THOUGHT LEADER: Nick Loosley of Everybody Eats

A next-generation thinker on food security.

interview india hendriske photography adam bryce
source index issue nº01; buy it here now

Every Sunday to Thursday evenings, a mix of the wealthy, the very poor, and the in-betweens show up at Everybody Eats — a pay-as-you-feel Onehunga restaurant offering a three-course set menu. In a world where differences keep us divided, a space where common ground can be found is refreshing. Here, the common ground is that everyone’s hungry. And that’s a great reason to bring people together.

At Everybody Eats, food is mostly rescued, which means that if it hadn’t been turned into the exquisitely presented yet soul-warming dishes on offer, it would have ended up as waste. Looking at their menu, which changes every day, recent mains include “low and slow” venison ribs, soy and chilli-glazed pork, and herb-roasted cauliflower. There’s always a vegetarian option available.

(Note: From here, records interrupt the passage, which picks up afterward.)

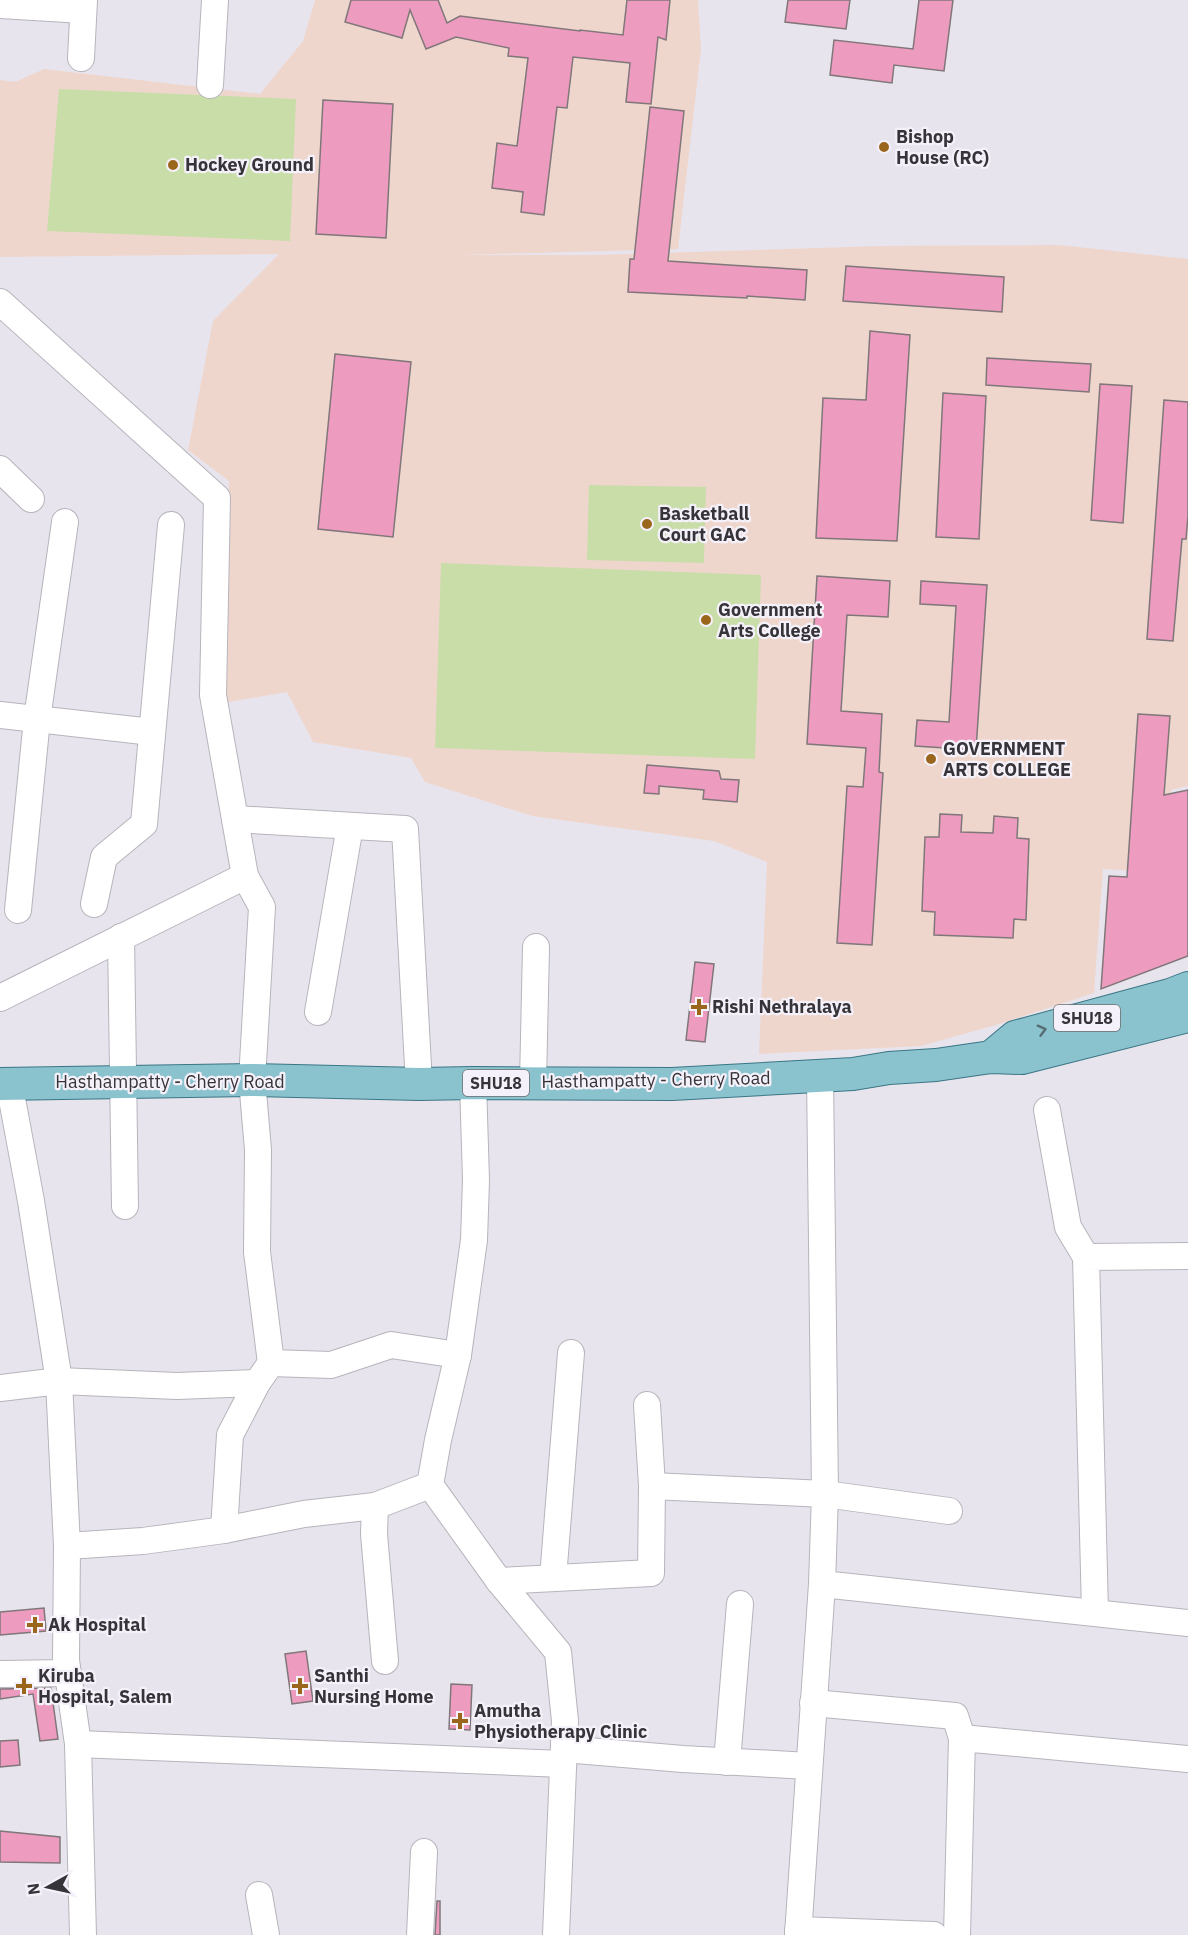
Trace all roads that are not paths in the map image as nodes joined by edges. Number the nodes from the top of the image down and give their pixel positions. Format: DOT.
graph roads {
  1 [pos="214,0"];
  2 [pos="0,4"];
  3 [pos="83,5"];
  4 [pos="81,58"];
  5 [pos="210,85"];
  6 [pos="0,302"];
  7 [pos="0,470"];
  8 [pos="31,499"];
  9 [pos="65,522"];
  10 [pos="171,525"];
  11 [pos="0,715"];
  12 [pos="38,719"];
  13 [pos="152,732"];
  14 [pos="235,819"];
  15 [pos="350,826"];
  16 [pos="245,876"];
  17 [pos="94,904"];
  18 [pos="18,910"];
  19 [pos="121,937"];
  20 [pos="536,947"];
  21 [pos="1188,988"];
  22 [pos="0,998"];
  23 [pos="318,1012"];
  24 [pos="1188,1016"];
  25 [pos="991,1057"];
  26 [pos="820,1075"];
  27 [pos="252,1080"];
  28 [pos="122,1082"];
  29 [pos="473,1083"];
  30 [pos="533,1083"];
  31 [pos="5,1084"];
  32 [pos="418,1084"];
  33 [pos="1047,1110"];
  34 [pos="125,1206"];
  35 [pos="1188,1256"];
  36 [pos="1086,1257"];
  37 [pos="571,1353"];
  38 [pos="458,1355"];
  39 [pos="264,1373"];
  40 [pos="59,1381"];
  41 [pos="0,1388"];
  42 [pos="647,1405"];
  43 [pos="430,1485"];
  44 [pos="652,1486"];
  45 [pos="825,1494"];
  46 [pos="375,1506"];
  47 [pos="949,1511"];
  48 [pos="224,1530"];
  49 [pos="67,1546"];
  50 [pos="553,1578"];
  51 [pos="499,1581"];
  52 [pos="822,1584"];
  53 [pos="740,1604"];
  54 [pos="1095,1612"];
  55 [pos="1188,1623"];
  56 [pos="385,1660"];
  57 [pos="68,1673"];
  58 [pos="0,1674"];
  59 [pos="813,1703"];
  60 [pos="962,1738"];
  61 [pos="78,1743"];
  62 [pos="564,1756"];
  63 [pos="1188,1759"];
  64 [pos="727,1762"];
  65 [pos="808,1766"];
  66 [pos="424,1852"];
  67 [pos="259,1895"];
  68 [pos="798,1932"];
  69 [pos="83,1935"];
  70 [pos="266,1935"];
  71 [pos="420,1935"];
  72 [pos="556,1935"];
  73 [pos="934,1935"];
  74 [pos="957,1935"];
  1 -- 5 [label="street"];
  2 -- 3 [label="street"];
  3 -- 4 [label="street"];
  6 -- 14 [label="street"];
  7 -- 8 [label="street"];
  9 -- 12 [label="street"];
  10 -- 13 [label="street"];
  11 -- 12 [label="street"];
  12 -- 13 [label="street"];
  12 -- 18 [label="street"];
  13 -- 17 [label="street"];
  14 -- 15 [label="street"];
  14 -- 16 [label="street"];
  15 -- 23 [label="street"];
  15 -- 32 [label="street"];
  16 -- 19 [label="street"];
  16 -- 27 [label="street"];
  19 -- 22 [label="street"];
  19 -- 28 [label="street"];
  20 -- 30 [label="street"];
  25 -- 21 [label="main road, SHU18, one-way"];
  24 -- 25 [label="main road, Hasthampatty - Cherry Road"];
  25 -- 26 [label="main road, Hasthampatty - Cherry Road / SHU18"];
  26 -- 30 [label="main road, Hasthampatty - Cherry Road / SHU18"];
  26 -- 45 [label="street"];
  27 -- 28 [label="main road, Hasthampatty - Cherry Road / SHU18"];
  27 -- 32 [label="main road, Hasthampatty - Cherry Road / SHU18"];
  27 -- 39 [label="street"];
  28 -- 31 [label="main road, Hasthampatty - Cherry Road / SHU18"];
  28 -- 34 [label="street"];
  29 -- 30 [label="main road, Hasthampatty - Cherry Road / SHU18"];
  29 -- 32 [label="main road, Hasthampatty - Cherry Road / SHU18"];
  29 -- 38 [label="street"];
  31 -- 40 [label="street"];
  33 -- 36 [label="street"];
  35 -- 36 [label="street"];
  36 -- 54 [label="street"];
  37 -- 50 [label="street"];
  38 -- 39 [label="street"];
  38 -- 43 [label="street"];
  39 -- 40 [label="street"];
  39 -- 48 [label="street"];
  40 -- 41 [label="street"];
  40 -- 49 [label="street"];
  42 -- 44 [label="street"];
  43 -- 46 [label="street"];
  43 -- 51 [label="street"];
  44 -- 45 [label="street"];
  44 -- 50 [label="street"];
  45 -- 47 [label="street"];
  45 -- 52 [label="street"];
  46 -- 48 [label="street"];
  46 -- 56 [label="street"];
  48 -- 49 [label="street"];
  49 -- 57 [label="street"];
  50 -- 51 [label="street"];
  51 -- 62 [label="street"];
  52 -- 54 [label="street"];
  52 -- 59 [label="street"];
  53 -- 64 [label="street"];
  54 -- 55 [label="street"];
  57 -- 58 [label="street"];
  57 -- 61 [label="street"];
  59 -- 60 [label="street"];
  59 -- 65 [label="street"];
  60 -- 63 [label="street"];
  60 -- 74 [label="street"];
  61 -- 62 [label="street"];
  61 -- 69 [label="street"];
  62 -- 64 [label="street"];
  62 -- 72 [label="street"];
  64 -- 65 [label="street"];
  65 -- 68 [label="street"];
  66 -- 71 [label="street"];
  67 -- 70 [label="street"];
  68 -- 73 [label="street"];
}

Nick Loosley, founder of the charity, started the concept as a Monday night pop-up at Gemmayze Street in St Kevin’s Arcade. It’s still going strong, but the permanent space in South Tāmaki Makaurau has really strengthened the offering in a city notoriously expensive to live in. Since founding the charity two years ago, more than 30 tonnes of good-quality food has been saved from going to landfill, and more than 30,000 meals have been served, both to people who can afford to pay, and those who cannot.

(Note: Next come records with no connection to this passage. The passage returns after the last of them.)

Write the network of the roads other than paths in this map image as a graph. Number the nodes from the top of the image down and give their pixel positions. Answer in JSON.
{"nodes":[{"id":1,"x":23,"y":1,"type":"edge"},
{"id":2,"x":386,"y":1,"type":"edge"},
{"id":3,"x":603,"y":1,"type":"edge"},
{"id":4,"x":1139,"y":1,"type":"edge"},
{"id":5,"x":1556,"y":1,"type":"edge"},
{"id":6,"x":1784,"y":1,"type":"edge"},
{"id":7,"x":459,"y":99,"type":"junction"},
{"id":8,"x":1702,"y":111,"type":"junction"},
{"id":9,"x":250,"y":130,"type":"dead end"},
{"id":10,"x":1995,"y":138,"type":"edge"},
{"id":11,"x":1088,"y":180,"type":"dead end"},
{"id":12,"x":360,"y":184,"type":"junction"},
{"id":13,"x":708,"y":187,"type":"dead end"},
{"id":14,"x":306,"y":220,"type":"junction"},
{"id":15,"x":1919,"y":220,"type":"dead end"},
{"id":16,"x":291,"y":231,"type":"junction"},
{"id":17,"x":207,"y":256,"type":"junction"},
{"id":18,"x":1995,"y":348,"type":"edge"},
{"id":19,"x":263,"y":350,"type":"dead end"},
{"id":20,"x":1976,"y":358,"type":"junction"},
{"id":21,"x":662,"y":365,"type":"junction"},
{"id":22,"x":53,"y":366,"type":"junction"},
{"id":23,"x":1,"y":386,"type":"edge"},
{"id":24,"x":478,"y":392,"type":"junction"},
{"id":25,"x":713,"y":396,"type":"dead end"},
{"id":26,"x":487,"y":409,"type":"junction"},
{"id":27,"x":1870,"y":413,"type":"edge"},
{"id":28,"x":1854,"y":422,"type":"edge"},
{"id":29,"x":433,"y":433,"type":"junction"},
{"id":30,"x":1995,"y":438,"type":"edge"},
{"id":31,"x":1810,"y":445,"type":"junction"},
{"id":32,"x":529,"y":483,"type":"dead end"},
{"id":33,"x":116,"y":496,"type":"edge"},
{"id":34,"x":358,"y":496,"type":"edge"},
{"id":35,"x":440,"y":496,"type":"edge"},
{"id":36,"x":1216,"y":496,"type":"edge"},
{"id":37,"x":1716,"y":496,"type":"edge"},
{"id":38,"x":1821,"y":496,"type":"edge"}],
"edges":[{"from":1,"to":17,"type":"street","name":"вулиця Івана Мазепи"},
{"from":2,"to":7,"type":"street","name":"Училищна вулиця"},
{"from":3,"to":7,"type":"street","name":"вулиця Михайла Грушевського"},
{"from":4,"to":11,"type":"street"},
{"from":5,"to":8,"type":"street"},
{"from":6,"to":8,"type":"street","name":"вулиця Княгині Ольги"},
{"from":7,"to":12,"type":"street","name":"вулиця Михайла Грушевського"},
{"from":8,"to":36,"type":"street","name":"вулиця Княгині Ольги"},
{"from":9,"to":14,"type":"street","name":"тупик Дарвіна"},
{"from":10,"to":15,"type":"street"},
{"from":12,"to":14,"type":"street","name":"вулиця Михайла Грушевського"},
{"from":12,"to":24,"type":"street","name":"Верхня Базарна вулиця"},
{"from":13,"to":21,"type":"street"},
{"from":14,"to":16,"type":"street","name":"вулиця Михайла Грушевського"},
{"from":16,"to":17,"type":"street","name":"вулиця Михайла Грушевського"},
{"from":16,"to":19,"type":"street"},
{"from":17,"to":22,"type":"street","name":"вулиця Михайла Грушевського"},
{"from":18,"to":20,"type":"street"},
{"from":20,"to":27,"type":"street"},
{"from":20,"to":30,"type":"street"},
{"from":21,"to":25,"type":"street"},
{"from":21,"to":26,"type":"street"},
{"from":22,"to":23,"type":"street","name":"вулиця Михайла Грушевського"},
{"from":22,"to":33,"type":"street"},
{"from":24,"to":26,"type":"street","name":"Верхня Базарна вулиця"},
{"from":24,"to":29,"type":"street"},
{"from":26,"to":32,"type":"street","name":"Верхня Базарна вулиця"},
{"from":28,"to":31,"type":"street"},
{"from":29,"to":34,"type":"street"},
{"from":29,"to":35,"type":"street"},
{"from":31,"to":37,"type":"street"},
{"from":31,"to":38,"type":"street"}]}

“We don’t ask too many questions of our customers,” says Loosley. “We like Everybody Eats to feel like a normal restaurant. We want these people, regardless of whether they’re rich or poor, to come and feel like they’re in a restaurant and receiving a normal, what we’d call dignified experience,” he says. The restaurant exists on the belief that food is one of the best ways to bring people together. With the demand for food parcels at the Auckland City Mission increasing by 175 per cent from March to June this year, it’s a belief that also helps lessen the blow
of food poverty.

Although Loosley has to shut up shop in Aotearoa’s lockdowns, it hasn’t deterred him from plans to expand Everybody Eats this year. He’s hoping to test the concept in either Te Whanganui-a-Tara or Tauranga, and is currently undertaking research into the plan to open their next permanent restaurant in Tāmaki Makaurau. “Inequality in this country has changed massively since what it was like in the 70s or 80s,” he tells me. “We used to be considered this beautiful egalitarian society and now we’re massively unequal and we’ve got more people on the streets.”

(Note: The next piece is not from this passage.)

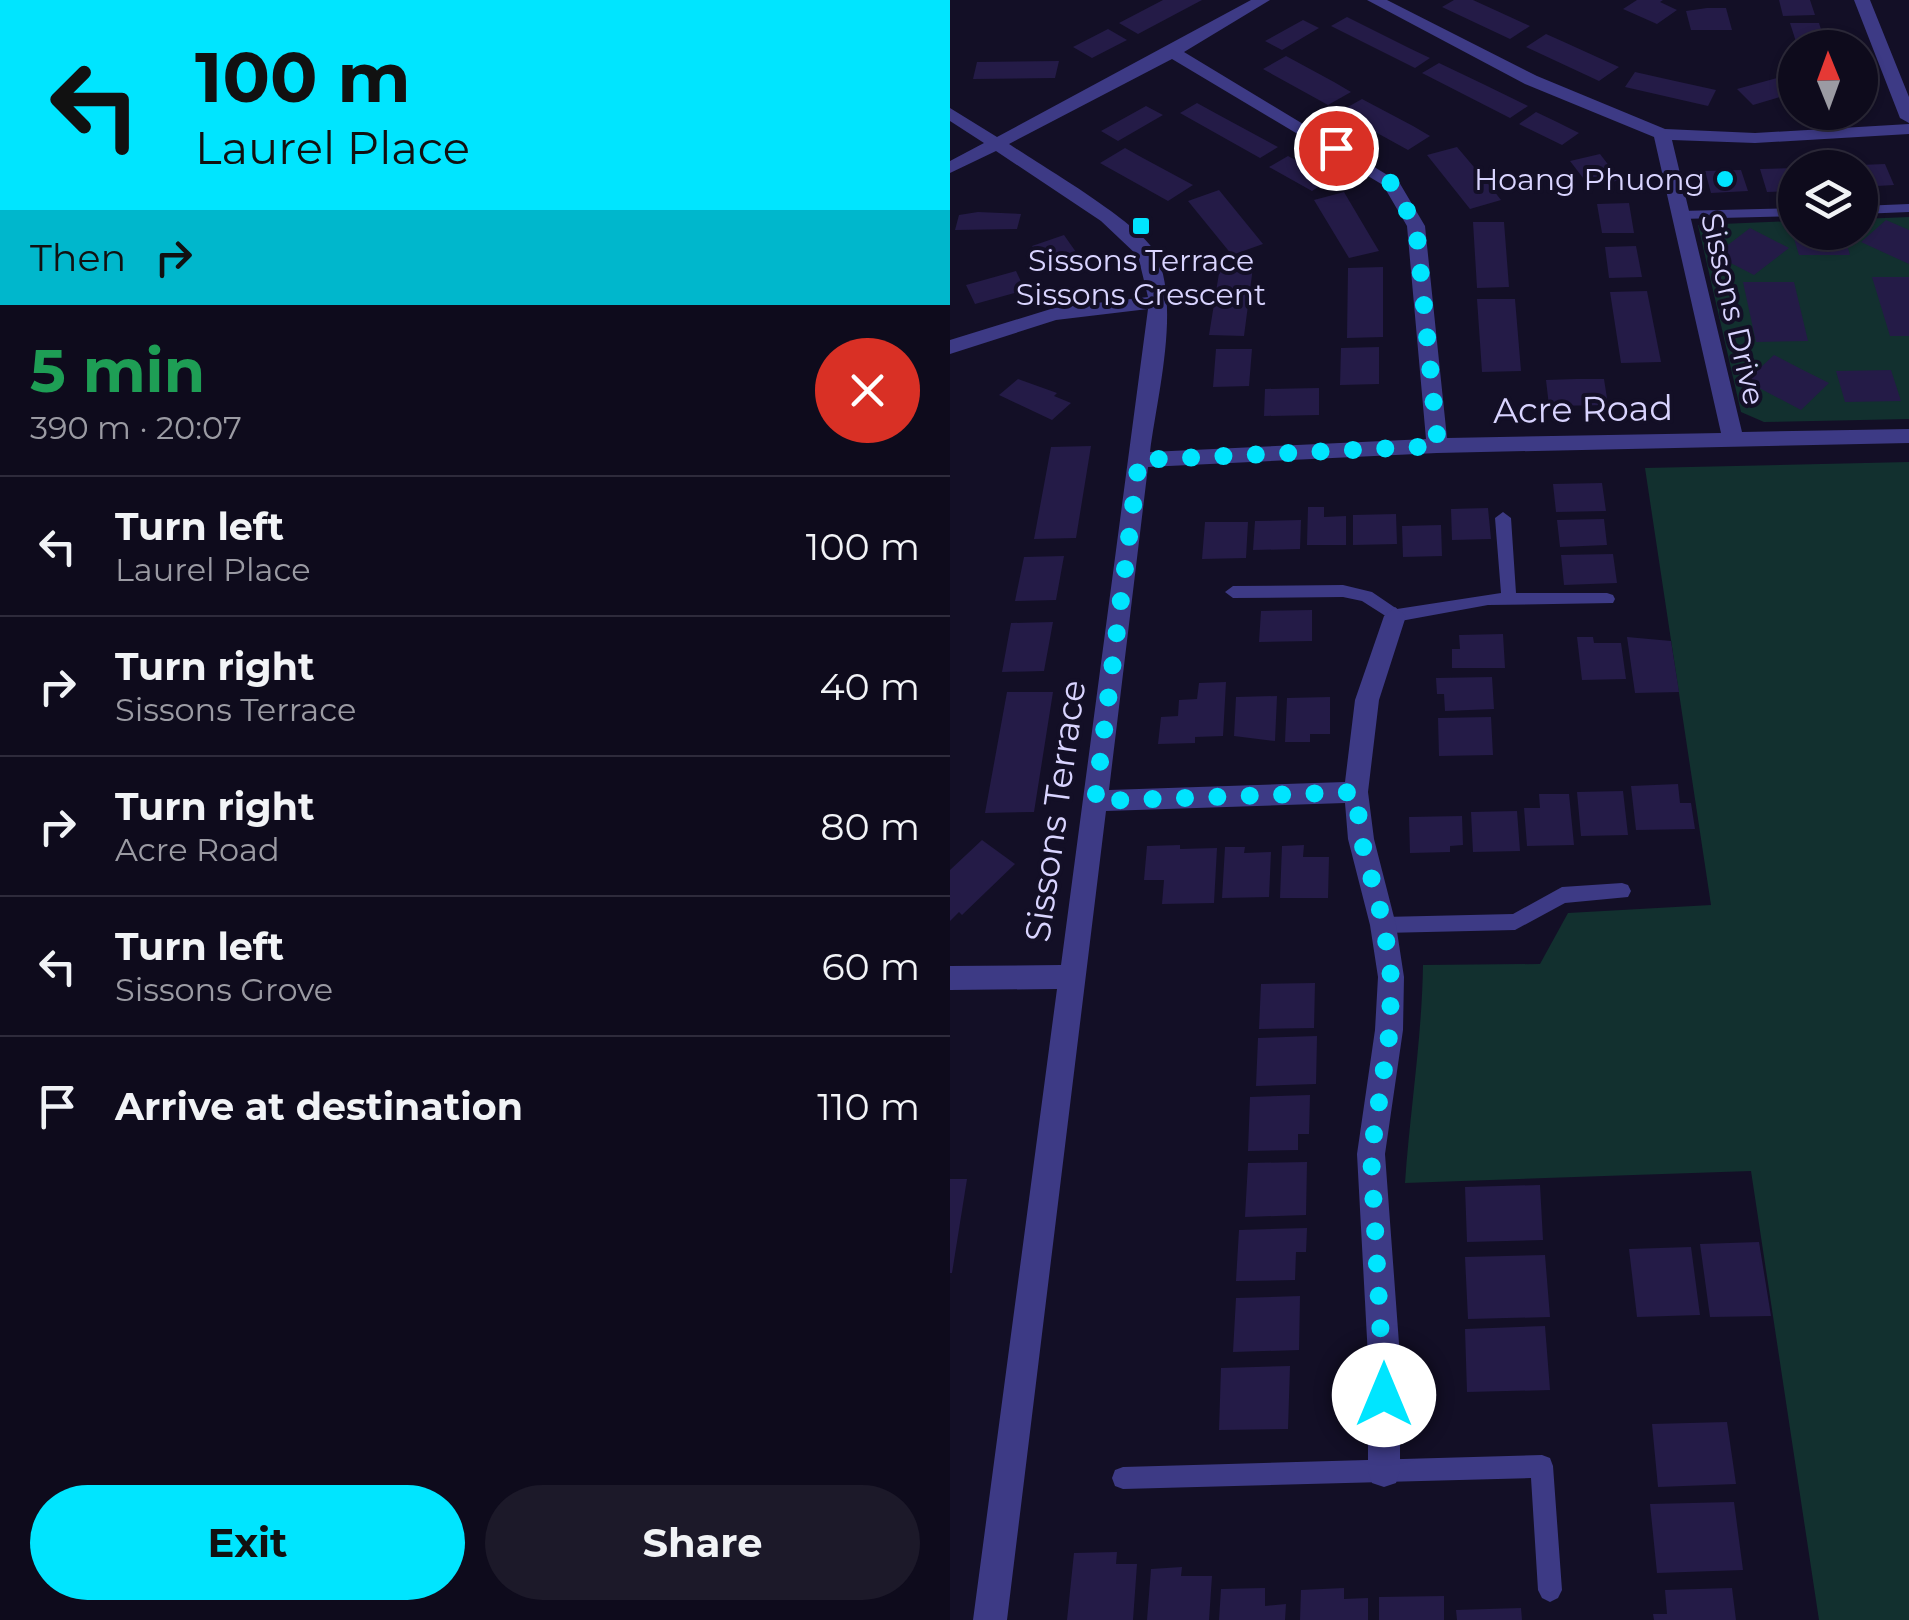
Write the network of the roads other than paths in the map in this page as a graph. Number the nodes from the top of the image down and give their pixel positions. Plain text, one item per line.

As for tackling the issue of food waste, Loosley sees massive potential. If people keep adding value to food waste, like he’s set out to do, the culture will shift, he says. “There’s so much waste built into a capitalist food system, that it’s now been realised some of it has huge value. This landscape has the potential to change quite drastically.”

everybody eats

“We like Everybody Eats to feel like a normal restaurant. We want these people, regardless of whether they’re rich or poor, to come and feel like they’re in a restaurant and receiving a normal, what we’d call dignified experience.”